- Recorded data -
□ □ □ □

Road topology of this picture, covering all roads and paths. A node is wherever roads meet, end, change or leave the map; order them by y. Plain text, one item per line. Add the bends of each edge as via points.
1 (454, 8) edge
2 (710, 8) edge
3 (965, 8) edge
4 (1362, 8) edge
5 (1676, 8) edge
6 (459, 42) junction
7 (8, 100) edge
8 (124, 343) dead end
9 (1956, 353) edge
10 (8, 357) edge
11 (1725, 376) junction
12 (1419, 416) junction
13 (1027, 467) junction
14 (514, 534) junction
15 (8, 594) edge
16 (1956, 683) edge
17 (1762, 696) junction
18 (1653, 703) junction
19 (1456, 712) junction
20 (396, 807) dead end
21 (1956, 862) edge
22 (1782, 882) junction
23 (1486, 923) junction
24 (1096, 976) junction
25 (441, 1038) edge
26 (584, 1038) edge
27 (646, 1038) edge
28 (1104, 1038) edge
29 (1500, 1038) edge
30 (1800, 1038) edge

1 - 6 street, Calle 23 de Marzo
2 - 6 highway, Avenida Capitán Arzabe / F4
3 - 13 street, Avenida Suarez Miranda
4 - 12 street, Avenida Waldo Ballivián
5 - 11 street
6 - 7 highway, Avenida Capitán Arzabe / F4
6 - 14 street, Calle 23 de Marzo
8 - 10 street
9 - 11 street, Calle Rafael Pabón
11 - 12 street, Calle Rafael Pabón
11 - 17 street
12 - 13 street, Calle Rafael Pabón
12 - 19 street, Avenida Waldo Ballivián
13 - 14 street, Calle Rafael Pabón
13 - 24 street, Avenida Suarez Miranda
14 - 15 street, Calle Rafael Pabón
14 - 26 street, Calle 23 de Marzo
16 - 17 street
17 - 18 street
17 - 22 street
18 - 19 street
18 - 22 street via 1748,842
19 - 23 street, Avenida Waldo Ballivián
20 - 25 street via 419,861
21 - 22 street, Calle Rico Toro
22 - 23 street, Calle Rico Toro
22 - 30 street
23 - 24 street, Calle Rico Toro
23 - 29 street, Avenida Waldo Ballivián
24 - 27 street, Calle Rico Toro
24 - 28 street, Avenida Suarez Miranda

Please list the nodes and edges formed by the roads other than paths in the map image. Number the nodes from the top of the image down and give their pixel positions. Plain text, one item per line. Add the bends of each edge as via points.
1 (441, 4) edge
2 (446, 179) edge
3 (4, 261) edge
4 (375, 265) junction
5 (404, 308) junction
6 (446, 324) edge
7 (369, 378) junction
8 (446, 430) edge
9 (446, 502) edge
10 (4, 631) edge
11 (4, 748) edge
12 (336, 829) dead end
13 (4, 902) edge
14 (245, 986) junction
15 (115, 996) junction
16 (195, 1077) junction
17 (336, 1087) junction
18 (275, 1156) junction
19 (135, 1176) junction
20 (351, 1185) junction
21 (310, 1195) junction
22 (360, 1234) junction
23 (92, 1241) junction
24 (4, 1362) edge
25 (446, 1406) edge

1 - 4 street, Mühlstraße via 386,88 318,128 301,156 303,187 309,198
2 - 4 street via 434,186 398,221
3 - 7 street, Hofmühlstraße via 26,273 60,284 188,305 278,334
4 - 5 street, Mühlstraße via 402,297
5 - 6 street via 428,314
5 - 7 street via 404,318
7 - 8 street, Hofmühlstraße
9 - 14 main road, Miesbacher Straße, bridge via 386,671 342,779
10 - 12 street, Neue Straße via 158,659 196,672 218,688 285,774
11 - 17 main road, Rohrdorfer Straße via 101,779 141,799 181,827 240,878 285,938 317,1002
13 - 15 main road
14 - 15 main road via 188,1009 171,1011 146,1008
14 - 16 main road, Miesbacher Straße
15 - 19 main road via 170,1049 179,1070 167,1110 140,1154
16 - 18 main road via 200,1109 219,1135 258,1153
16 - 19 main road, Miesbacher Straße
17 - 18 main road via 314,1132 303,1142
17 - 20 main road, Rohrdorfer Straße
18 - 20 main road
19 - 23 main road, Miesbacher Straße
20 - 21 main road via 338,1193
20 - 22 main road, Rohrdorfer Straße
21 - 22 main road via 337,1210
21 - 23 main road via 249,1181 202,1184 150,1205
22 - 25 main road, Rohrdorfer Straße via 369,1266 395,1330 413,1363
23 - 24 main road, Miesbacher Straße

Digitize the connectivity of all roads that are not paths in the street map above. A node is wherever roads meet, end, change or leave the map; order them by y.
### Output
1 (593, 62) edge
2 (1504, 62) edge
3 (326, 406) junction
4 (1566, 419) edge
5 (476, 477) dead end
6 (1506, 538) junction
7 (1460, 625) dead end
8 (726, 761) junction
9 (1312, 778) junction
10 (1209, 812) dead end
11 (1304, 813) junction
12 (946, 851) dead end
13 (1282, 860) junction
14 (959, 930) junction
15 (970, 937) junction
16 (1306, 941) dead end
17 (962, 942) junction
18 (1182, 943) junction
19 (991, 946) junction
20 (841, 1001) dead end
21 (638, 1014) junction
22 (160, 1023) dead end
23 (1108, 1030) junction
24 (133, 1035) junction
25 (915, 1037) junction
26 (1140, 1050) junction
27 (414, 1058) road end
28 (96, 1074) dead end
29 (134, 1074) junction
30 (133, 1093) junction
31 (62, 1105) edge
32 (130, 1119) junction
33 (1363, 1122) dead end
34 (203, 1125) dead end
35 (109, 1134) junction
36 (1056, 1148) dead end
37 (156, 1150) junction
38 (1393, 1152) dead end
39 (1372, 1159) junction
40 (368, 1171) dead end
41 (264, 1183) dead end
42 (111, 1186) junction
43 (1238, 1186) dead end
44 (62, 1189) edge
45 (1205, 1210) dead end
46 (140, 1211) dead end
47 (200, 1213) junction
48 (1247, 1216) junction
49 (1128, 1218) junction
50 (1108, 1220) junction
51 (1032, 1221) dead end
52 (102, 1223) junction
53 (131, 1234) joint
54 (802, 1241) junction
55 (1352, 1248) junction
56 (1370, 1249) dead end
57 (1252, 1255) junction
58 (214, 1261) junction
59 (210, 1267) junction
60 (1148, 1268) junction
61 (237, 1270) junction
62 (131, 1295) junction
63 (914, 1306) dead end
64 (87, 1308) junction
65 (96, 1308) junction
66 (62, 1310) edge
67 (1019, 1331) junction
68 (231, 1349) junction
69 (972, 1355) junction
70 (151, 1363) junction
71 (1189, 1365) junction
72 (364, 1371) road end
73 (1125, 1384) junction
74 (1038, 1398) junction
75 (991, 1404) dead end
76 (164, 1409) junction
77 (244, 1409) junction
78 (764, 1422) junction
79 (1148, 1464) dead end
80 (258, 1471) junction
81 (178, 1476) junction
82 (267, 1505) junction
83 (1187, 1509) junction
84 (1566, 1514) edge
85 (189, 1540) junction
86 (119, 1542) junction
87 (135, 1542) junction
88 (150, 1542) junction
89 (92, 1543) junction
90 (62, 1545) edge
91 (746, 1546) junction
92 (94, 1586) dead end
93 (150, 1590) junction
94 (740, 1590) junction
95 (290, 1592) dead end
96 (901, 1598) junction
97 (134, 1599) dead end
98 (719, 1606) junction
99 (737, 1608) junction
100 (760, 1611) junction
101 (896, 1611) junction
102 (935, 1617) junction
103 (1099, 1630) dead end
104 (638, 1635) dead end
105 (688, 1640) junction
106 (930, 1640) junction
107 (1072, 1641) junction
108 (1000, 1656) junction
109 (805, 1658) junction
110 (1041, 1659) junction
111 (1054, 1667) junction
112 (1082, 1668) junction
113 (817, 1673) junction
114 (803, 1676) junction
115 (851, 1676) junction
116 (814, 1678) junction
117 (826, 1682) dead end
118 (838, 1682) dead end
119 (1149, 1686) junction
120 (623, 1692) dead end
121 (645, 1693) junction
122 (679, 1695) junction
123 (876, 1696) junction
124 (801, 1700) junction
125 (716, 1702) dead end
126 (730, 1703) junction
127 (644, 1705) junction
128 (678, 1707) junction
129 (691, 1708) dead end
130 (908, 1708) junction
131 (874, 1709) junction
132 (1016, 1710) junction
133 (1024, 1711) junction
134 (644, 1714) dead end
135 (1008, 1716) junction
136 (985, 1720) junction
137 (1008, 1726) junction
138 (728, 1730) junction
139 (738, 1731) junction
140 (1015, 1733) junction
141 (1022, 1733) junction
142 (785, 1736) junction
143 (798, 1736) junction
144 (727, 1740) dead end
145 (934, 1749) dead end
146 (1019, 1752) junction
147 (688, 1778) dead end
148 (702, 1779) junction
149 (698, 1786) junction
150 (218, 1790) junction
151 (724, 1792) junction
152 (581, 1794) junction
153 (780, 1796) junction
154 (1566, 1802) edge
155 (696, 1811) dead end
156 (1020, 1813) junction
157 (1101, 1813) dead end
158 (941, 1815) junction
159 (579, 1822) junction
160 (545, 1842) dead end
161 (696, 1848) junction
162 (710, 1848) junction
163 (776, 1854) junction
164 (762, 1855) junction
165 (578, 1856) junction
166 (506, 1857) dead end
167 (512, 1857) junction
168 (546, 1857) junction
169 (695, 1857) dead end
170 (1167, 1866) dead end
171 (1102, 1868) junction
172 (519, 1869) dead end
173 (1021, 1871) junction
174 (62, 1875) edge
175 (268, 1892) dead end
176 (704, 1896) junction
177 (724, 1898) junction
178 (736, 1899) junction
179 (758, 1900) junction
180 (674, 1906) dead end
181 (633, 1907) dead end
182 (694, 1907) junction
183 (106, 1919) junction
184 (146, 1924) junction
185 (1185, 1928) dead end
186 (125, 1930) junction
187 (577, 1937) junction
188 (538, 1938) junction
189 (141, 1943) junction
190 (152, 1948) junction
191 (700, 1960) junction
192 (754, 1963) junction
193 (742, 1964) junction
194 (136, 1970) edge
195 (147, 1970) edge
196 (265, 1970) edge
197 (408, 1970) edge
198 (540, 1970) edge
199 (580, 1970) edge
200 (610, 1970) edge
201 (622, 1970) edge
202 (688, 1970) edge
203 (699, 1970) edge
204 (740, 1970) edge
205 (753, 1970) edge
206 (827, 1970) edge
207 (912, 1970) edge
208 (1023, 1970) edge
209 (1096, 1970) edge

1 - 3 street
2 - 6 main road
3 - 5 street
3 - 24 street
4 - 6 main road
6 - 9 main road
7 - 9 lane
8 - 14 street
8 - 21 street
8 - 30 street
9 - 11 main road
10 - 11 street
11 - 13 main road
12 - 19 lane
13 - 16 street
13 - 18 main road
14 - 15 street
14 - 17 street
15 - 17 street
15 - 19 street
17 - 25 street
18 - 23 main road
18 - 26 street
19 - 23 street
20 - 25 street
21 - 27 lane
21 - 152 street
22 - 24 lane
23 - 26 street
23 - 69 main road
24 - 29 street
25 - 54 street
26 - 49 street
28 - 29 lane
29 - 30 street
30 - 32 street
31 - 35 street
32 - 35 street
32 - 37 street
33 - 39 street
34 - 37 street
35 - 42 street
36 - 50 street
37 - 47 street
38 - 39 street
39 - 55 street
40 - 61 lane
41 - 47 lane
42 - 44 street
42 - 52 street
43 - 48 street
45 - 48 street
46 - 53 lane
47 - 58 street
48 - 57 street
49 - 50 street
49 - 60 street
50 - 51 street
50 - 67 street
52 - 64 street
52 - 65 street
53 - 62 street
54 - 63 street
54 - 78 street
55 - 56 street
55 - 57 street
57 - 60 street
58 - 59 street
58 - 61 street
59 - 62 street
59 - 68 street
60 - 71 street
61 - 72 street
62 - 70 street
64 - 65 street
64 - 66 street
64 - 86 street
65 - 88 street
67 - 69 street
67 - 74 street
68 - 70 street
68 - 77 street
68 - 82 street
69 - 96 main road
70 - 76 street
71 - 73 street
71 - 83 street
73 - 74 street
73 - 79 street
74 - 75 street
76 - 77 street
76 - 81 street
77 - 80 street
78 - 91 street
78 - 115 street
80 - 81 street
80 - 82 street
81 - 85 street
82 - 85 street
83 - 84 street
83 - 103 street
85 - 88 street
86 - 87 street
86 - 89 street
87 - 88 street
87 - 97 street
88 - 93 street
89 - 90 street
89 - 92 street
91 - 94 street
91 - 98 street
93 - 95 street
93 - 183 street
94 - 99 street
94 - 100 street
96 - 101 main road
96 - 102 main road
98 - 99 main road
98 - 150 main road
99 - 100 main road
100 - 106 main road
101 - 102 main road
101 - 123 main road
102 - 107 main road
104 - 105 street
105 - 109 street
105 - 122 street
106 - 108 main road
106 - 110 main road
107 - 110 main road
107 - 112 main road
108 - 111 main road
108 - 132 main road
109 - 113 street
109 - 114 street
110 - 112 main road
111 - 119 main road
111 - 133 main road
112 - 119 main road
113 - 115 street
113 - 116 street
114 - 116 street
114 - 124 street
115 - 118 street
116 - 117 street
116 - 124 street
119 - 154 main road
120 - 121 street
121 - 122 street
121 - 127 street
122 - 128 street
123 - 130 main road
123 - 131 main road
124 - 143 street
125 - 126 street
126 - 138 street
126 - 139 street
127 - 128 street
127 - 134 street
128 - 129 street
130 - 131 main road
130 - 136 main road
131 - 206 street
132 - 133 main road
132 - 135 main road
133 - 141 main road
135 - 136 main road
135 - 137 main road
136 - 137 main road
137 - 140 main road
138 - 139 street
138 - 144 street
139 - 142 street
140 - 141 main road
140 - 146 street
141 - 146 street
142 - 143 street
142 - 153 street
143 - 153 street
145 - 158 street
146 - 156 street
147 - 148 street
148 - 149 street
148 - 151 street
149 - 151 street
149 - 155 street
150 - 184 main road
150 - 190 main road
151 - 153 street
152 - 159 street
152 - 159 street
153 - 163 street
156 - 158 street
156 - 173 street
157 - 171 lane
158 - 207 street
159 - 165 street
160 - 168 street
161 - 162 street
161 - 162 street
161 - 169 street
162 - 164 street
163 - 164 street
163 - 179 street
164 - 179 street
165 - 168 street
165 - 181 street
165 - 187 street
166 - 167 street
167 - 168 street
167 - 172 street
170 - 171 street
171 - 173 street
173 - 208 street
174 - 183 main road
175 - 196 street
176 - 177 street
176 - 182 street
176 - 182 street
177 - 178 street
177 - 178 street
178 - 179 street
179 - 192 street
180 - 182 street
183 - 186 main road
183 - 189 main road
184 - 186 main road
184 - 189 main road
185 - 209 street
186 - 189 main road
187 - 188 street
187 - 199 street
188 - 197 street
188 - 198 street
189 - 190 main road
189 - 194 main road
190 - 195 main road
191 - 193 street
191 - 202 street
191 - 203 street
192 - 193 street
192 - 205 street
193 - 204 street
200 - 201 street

□ □ □ □

- Task goal -
Take from the listing above each line that contains the string "meet".

- Exercise response -
Road topology of this picture, covering all roads and paths. A node is wherever roads meet, end, change or leave the map; order them by y. Plain text, one item per line. Add the bends of each edge as via points.
Digitize the connectivity of all roads that are not paths in the street map above. A node is wherever roads meet, end, change or leave the map; order them by y.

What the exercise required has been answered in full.